• Directions for this task: Every line containing the word "restaurant" is to be copied from the data below.
------ Dataset extract ------
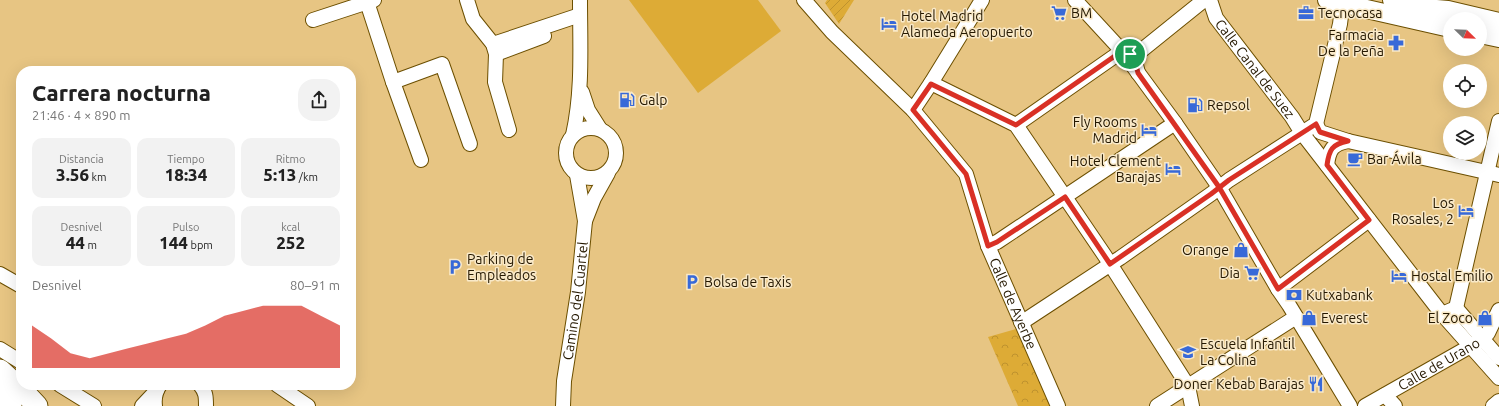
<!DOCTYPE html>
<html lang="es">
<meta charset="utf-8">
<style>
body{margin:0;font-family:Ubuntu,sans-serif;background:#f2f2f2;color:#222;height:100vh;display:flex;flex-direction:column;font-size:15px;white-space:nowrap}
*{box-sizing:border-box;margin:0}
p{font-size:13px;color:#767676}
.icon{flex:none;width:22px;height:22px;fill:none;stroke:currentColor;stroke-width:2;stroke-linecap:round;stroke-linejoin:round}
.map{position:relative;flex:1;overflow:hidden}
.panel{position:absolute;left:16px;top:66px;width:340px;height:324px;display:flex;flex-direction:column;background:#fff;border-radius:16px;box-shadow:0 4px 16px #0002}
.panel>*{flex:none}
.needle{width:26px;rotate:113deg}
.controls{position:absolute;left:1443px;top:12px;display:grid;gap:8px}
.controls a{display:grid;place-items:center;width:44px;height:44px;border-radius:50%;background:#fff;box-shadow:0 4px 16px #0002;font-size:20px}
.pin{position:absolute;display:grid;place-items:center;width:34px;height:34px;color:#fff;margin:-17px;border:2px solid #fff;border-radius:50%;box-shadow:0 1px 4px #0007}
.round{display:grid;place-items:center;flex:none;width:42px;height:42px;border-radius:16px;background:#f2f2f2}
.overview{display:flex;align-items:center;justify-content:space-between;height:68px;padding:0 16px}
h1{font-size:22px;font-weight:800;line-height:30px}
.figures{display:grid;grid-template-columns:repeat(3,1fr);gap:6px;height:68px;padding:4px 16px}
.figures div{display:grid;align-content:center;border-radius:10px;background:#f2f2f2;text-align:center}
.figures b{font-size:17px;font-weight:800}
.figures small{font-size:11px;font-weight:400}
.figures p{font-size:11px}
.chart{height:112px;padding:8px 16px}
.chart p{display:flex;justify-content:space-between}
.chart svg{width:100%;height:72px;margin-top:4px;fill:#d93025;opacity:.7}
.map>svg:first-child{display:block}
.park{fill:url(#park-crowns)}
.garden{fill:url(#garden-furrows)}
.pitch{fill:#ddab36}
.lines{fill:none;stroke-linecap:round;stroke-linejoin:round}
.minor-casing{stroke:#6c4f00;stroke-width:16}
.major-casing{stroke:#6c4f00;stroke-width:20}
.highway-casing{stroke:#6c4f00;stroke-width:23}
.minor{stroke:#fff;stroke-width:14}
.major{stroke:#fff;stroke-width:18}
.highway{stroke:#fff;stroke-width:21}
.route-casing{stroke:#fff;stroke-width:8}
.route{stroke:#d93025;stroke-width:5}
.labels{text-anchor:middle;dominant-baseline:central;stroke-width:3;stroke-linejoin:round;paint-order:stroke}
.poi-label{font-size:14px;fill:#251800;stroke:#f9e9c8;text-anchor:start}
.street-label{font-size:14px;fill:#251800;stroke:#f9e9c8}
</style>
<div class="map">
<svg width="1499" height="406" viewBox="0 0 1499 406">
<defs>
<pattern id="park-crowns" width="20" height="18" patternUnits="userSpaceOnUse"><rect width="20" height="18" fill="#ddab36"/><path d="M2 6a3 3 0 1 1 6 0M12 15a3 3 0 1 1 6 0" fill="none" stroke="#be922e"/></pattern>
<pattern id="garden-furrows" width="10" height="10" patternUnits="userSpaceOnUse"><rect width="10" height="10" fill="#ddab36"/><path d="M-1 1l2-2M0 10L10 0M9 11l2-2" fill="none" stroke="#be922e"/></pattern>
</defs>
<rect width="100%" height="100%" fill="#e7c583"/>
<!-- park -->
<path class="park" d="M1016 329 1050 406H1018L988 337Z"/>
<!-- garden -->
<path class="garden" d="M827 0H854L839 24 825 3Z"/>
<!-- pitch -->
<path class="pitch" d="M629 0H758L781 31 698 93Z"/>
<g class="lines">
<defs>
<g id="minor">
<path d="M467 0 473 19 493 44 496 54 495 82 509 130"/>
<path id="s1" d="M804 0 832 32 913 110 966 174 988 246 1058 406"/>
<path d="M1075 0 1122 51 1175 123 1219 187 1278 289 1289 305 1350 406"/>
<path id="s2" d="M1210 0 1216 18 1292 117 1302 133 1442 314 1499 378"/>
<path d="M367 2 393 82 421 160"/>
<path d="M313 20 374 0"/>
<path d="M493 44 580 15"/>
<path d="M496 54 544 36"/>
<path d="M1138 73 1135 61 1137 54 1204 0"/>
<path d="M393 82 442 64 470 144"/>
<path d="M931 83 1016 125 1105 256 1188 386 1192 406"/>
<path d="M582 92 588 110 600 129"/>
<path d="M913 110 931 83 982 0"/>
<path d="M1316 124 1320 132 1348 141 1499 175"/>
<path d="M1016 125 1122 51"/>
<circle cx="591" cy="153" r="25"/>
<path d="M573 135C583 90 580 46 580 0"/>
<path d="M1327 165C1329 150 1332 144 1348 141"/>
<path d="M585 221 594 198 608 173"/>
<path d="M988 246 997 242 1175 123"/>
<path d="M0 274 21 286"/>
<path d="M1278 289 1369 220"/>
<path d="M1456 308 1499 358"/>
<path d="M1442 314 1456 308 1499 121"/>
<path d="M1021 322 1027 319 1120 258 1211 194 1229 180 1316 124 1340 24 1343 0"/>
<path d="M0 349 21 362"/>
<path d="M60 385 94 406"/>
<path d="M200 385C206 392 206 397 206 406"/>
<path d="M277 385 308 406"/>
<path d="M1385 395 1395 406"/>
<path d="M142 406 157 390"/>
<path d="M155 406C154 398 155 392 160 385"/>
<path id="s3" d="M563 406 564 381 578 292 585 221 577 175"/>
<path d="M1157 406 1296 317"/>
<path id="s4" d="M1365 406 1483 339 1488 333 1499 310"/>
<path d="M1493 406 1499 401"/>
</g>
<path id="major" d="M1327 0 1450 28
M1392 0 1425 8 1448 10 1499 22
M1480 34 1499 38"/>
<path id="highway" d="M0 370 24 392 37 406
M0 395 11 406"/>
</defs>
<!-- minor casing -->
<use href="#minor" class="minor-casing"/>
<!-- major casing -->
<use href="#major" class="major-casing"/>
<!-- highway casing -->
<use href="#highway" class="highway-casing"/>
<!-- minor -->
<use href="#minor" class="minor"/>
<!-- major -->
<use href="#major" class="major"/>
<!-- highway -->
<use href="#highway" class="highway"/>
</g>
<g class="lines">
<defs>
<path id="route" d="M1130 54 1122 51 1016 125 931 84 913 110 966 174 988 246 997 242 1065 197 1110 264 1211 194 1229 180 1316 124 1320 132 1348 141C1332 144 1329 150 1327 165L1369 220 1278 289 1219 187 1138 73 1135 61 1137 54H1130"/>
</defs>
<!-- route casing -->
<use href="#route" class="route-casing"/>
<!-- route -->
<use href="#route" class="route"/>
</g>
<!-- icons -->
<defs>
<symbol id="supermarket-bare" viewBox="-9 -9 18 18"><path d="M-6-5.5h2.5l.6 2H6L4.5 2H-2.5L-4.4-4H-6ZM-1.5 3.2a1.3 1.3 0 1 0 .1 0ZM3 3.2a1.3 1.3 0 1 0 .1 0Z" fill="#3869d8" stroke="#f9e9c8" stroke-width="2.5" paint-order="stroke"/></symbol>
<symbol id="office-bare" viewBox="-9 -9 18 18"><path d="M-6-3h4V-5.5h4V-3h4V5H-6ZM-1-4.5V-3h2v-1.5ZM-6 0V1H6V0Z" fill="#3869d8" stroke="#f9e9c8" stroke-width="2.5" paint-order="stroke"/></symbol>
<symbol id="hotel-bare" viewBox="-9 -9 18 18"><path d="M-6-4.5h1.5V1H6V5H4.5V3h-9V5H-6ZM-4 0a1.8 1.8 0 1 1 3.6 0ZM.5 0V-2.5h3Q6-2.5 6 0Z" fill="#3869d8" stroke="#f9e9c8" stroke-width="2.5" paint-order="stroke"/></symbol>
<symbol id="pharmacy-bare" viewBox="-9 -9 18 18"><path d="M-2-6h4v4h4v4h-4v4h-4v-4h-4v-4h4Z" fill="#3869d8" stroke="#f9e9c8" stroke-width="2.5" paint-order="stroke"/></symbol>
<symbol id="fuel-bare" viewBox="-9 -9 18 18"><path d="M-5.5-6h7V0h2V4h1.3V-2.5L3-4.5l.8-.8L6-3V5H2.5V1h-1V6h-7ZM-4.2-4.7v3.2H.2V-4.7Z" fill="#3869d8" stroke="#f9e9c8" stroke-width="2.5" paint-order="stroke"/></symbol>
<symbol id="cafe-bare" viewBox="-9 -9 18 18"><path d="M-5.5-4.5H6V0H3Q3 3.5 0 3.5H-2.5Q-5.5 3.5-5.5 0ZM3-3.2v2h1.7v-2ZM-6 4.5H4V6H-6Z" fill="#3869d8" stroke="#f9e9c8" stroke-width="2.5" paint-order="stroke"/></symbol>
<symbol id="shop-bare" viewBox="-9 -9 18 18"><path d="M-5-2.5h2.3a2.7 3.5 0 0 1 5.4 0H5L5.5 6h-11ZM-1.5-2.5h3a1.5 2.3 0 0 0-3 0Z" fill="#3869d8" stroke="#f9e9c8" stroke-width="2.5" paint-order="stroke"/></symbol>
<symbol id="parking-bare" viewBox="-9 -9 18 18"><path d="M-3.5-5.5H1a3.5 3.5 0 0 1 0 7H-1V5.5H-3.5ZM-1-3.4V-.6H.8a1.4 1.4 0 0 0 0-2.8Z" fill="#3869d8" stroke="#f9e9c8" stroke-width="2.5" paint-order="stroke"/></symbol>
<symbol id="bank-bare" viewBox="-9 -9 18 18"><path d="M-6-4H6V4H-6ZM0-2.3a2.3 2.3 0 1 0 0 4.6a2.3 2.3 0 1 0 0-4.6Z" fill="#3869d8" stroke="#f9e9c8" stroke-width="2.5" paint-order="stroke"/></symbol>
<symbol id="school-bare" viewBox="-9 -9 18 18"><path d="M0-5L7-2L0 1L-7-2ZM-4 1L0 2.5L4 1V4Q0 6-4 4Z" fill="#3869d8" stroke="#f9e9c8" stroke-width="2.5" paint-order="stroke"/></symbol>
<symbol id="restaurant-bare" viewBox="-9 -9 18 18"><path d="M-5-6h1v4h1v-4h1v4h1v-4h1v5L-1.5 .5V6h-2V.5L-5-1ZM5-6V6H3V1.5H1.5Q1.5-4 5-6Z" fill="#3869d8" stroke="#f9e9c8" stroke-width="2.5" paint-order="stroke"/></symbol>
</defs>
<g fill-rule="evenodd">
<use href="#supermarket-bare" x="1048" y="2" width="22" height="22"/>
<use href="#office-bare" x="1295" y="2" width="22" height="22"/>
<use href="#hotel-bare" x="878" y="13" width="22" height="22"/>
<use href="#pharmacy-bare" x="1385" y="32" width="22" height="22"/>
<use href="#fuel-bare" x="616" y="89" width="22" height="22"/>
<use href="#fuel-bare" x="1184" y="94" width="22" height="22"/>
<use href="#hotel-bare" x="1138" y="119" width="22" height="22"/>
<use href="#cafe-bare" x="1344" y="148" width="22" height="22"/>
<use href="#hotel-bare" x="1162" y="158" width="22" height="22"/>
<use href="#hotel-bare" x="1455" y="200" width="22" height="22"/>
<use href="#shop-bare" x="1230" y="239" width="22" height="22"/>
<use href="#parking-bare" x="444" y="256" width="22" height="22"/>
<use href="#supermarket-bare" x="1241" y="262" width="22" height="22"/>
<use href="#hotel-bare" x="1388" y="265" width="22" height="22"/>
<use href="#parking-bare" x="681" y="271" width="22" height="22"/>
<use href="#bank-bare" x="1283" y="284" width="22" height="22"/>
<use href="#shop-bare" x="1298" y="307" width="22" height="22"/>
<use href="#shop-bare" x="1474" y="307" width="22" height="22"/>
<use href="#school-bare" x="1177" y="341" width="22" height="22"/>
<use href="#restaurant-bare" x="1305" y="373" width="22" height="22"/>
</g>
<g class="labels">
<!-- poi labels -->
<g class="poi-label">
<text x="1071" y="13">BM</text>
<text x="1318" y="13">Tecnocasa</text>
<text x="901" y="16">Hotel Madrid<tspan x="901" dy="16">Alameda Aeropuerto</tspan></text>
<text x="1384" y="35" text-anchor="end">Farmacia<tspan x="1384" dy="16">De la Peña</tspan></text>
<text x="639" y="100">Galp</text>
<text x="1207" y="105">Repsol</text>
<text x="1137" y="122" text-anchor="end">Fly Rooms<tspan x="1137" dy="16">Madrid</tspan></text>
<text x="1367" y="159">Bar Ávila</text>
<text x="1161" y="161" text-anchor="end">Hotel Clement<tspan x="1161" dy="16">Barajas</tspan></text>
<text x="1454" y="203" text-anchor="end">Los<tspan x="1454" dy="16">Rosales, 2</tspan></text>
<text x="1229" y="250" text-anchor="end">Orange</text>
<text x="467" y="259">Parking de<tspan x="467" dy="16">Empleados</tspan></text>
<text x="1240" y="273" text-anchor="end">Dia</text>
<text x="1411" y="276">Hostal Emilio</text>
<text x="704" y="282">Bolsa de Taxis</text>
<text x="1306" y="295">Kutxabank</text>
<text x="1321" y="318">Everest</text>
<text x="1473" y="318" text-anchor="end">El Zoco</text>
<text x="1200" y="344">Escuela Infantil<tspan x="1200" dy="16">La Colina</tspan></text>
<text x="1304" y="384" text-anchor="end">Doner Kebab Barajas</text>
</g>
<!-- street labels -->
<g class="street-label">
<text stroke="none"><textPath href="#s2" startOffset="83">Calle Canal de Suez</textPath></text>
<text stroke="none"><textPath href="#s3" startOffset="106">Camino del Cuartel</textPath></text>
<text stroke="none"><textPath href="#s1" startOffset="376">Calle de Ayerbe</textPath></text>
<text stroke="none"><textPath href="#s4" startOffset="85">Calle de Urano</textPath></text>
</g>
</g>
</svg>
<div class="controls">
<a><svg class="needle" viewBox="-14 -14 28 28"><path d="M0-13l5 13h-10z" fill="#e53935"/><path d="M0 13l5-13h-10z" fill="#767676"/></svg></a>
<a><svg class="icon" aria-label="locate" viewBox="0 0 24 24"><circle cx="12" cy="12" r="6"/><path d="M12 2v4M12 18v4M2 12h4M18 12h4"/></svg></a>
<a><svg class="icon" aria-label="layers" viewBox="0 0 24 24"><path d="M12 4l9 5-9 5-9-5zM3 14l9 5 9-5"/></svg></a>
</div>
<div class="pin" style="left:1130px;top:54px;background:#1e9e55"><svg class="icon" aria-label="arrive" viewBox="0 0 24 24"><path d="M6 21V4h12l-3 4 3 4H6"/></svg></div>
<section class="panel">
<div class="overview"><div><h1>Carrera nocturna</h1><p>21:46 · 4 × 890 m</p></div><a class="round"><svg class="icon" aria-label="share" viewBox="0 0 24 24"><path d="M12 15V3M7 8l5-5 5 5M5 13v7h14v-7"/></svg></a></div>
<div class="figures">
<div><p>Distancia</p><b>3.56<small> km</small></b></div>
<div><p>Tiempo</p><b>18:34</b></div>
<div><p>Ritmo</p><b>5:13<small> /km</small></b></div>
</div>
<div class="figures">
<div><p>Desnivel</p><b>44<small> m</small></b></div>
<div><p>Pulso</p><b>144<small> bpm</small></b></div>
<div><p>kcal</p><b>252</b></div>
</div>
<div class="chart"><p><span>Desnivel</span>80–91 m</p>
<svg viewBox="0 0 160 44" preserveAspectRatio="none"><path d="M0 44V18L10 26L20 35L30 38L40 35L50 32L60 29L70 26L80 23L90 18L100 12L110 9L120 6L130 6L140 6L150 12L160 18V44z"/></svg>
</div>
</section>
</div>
------
• Expected output:
<symbol id="restaurant-bare" viewBox="-9 -9 18 18"><path d="M-5-6h1v4h1v-4h1v4h1v-4h1v5L-1.5 .5V6h-2V.5L-5-1ZM5-6V6H3V1.5H1.5Q1.5-4 5-6Z" fill="#3869d8" stroke="#f9e9c8" stroke-width="2.5" paint-order="stroke"/></symbol>
<use href="#restaurant-bare" x="1305" y="373" width="22" height="22"/>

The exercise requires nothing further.